» Brief
Your answer should be a single number: the count of lines in the records below containing the word "Include".

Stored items

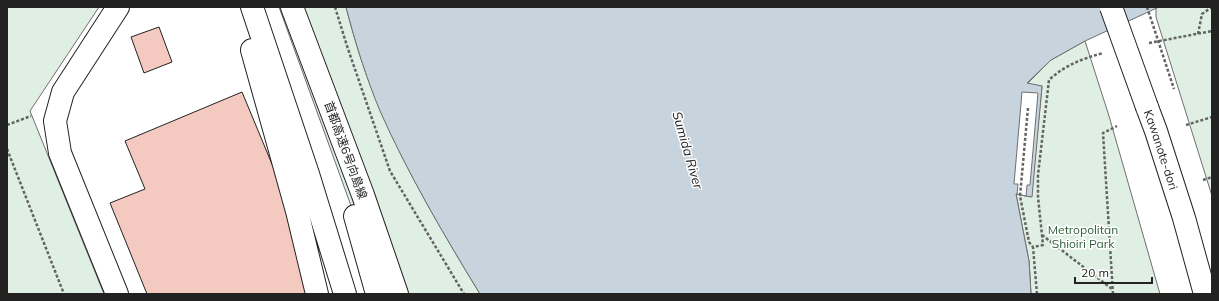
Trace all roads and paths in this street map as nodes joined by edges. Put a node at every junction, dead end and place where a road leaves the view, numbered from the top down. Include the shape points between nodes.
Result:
1 (118, 7) edge
2 (239, 7) edge
3 (252, 7) edge
4 (335, 7) edge
5 (1111, 7) edge
6 (1147, 7) edge
7 (1212, 7) edge
8 (293, 9) edge
9 (1212, 31) edge
10 (1198, 34) junction
11 (1178, 36) dead end
12 (1049, 80) dead end
13 (1174, 89) dead end
14 (1028, 108) dead end
15 (36, 114) dead end
16 (1212, 117) edge
17 (1186, 125) dead end
18 (7, 126) edge
19 (1117, 126) dead end
20 (7, 149) edge
21 (1212, 177) edge
22 (1203, 180) dead end
23 (1042, 234) junction
24 (1033, 247) junction
25 (1112, 289) junction
26 (64, 294) edge
27 (117, 294) edge
28 (317, 294) edge
29 (345, 294) edge
30 (377, 294) edge
31 (397, 294) edge
32 (464, 294) edge
33 (1037, 294) edge
34 (1113, 294) edge
35 (1206, 294) edge

1 - 27 main road via 63,92 55,121 60,153
2 - 28 main road via 297,211
3 - 29 main road
4 - 32 path via 390,171
5 - 35 main road, Kawanote-dori, bridge via 1156,131
6 - 13 path, bridge
7 - 10 path via 1202,14
8 - 30 main road
8 - 31 main road, 首都高速6号向島線
9 - 10 path
10 - 11 path
12 - 23 path via 1038,175
14 - 24 path via 1020,196 1029,242
15 - 18 path
16 - 17 path
19 - 25 path via 1103,132
20 - 26 path
21 - 22 path
23 - 24 path via 1043,246
23 - 25 path
24 - 33 path
25 - 34 path

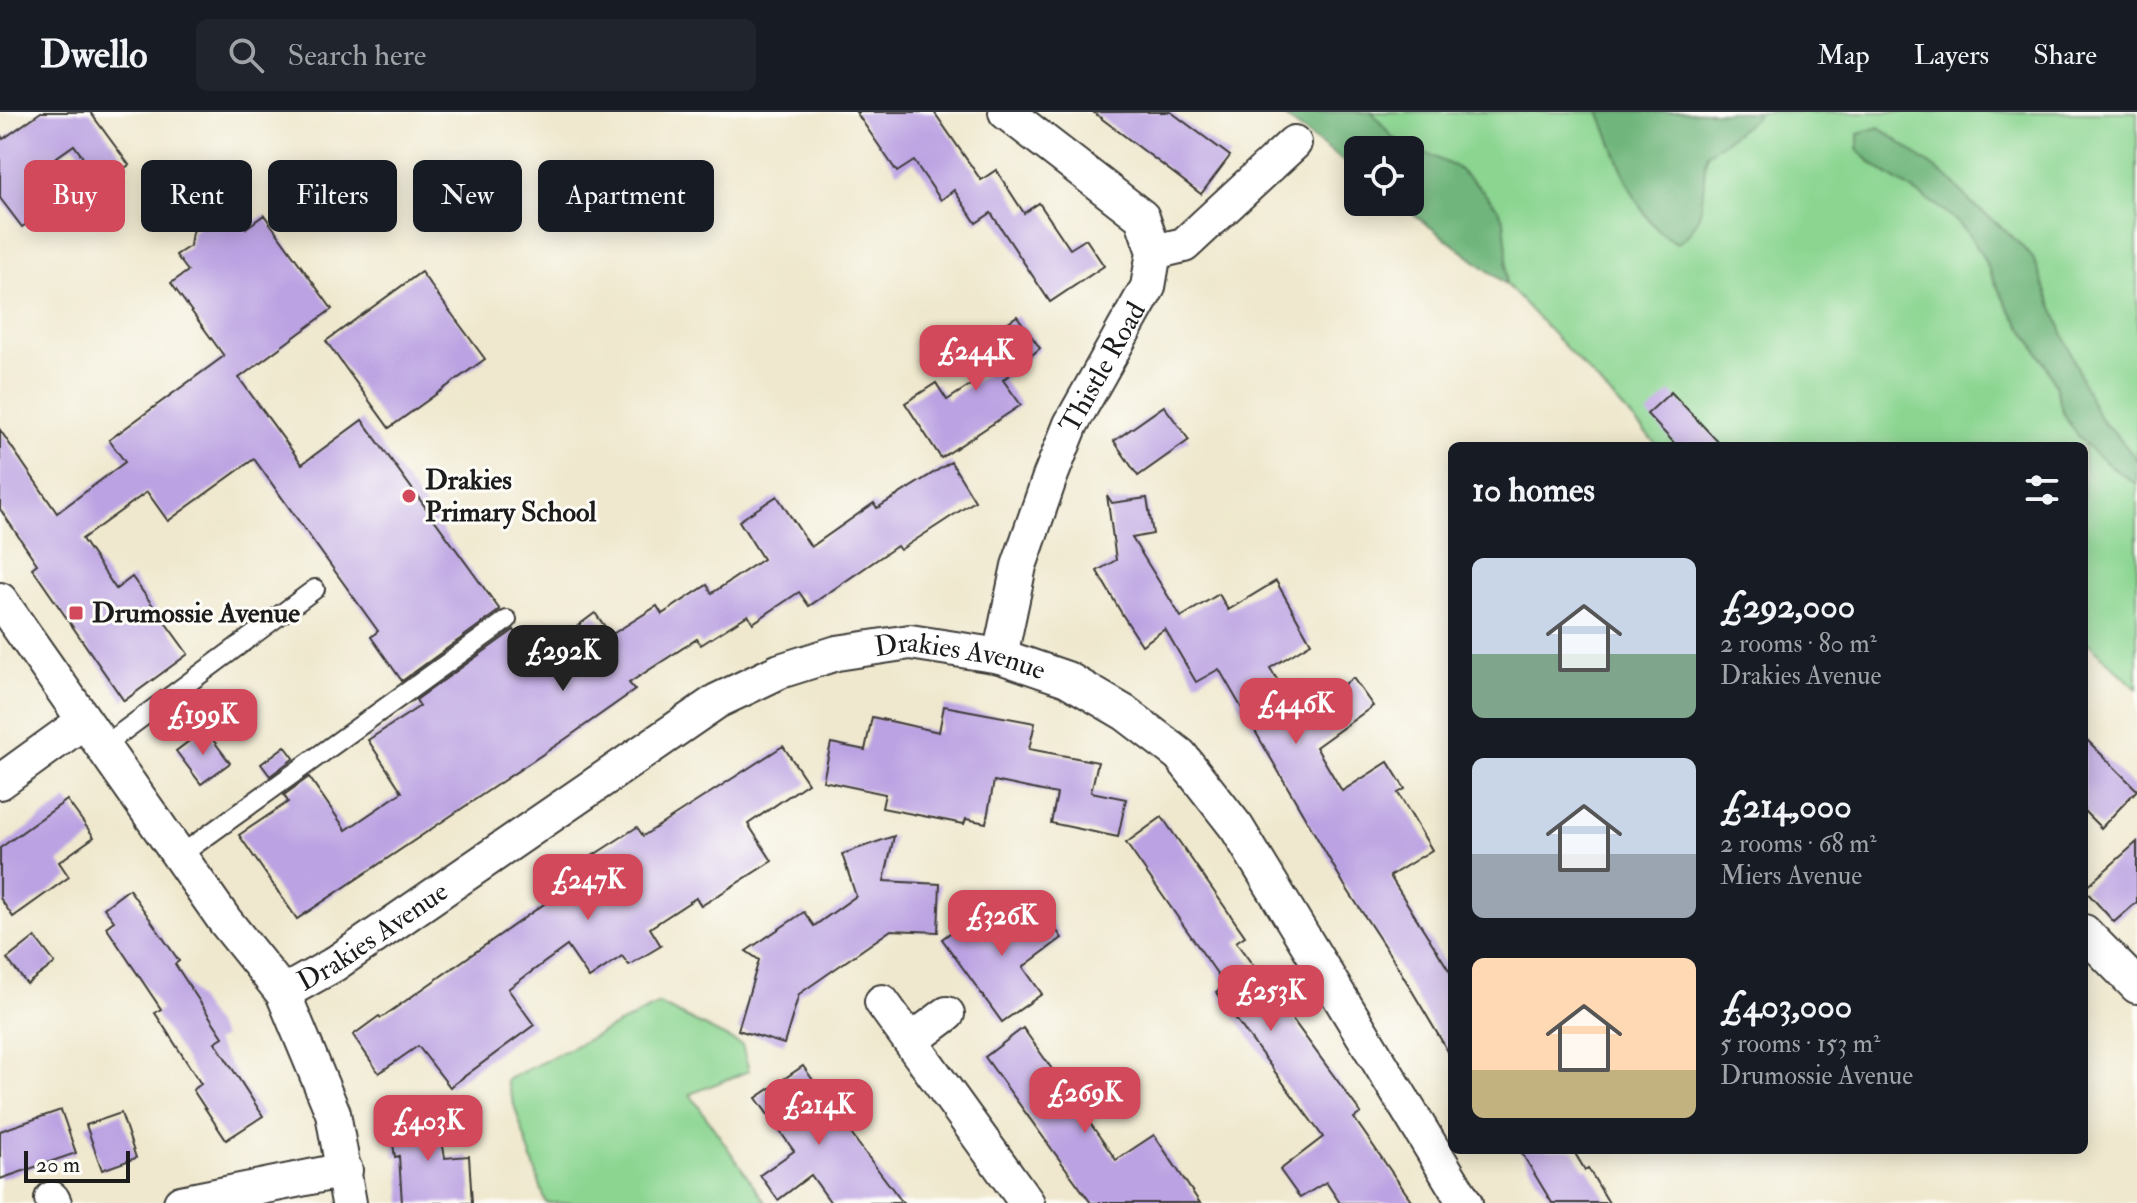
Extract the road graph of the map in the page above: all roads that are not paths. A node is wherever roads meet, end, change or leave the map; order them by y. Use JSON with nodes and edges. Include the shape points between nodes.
{"nodes":[{"id":1,"x":1006,"y":112,"type":"edge"},
{"id":2,"x":1294,"y":143,"type":"dead end"},
{"id":3,"x":1154,"y":252,"type":"junction"},
{"id":4,"x":315,"y":589,"type":"dead end"},
{"id":5,"x":0,"y":600,"type":"edge"},
{"id":6,"x":507,"y":620,"type":"dead end"},
{"id":7,"x":1000,"y":656,"type":"junction"},
{"id":8,"x":93,"y":734,"type":"junction"},
{"id":9,"x":0,"y":782,"type":"edge"},
{"id":10,"x":179,"y":856,"type":"junction"},
{"id":11,"x":2088,"y":936,"type":"edge"},
{"id":12,"x":2137,"y":986,"type":"edge"},
{"id":13,"x":283,"y":993,"type":"junction"},
{"id":14,"x":882,"y":1002,"type":"dead end"},
{"id":15,"x":947,"y":1014,"type":"dead end"},
{"id":16,"x":911,"y":1041,"type":"junction"},
{"id":17,"x":347,"y":1187,"type":"edge"},
{"id":18,"x":181,"y":1203,"type":"edge"},
{"id":19,"x":1027,"y":1203,"type":"edge"},
{"id":20,"x":1465,"y":1203,"type":"edge"}],
"edges":[{"from":1,"to":3,"type":"street","via":[[1142,217]]},
{"from":2,"to":3,"type":"street","via":[[1184,245]]},
{"from":3,"to":7,"type":"street","name":"Thistle Road","via":[[1148,287],[1071,424],[1050,477],[1019,566]]},
{"from":4,"to":8,"type":"lane"},
{"from":5,"to":8,"type":"street"},
{"from":6,"to":10,"type":"lane"},
{"from":7,"to":13,"type":"street","name":"Drakies Avenue","via":[[910,642],[837,653],[780,671],[717,701],[333,965]]},
{"from":7,"to":20,"type":"street","name":"Drakies Avenue","via":[[1067,679],[1125,713],[1180,755],[1237,828]]},
{"from":8,"to":9,"type":"street"},
{"from":8,"to":10,"type":"street"},
{"from":10,"to":13,"type":"street"},
{"from":11,"to":12,"type":"street"},
{"from":13,"to":17,"type":"street","via":[[333,1113]]},
{"from":14,"to":16,"type":"street"},
{"from":15,"to":16,"type":"street"},
{"from":16,"to":19,"type":"street"},
{"from":17,"to":18,"type":"street"}]}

» Solution to this problem
2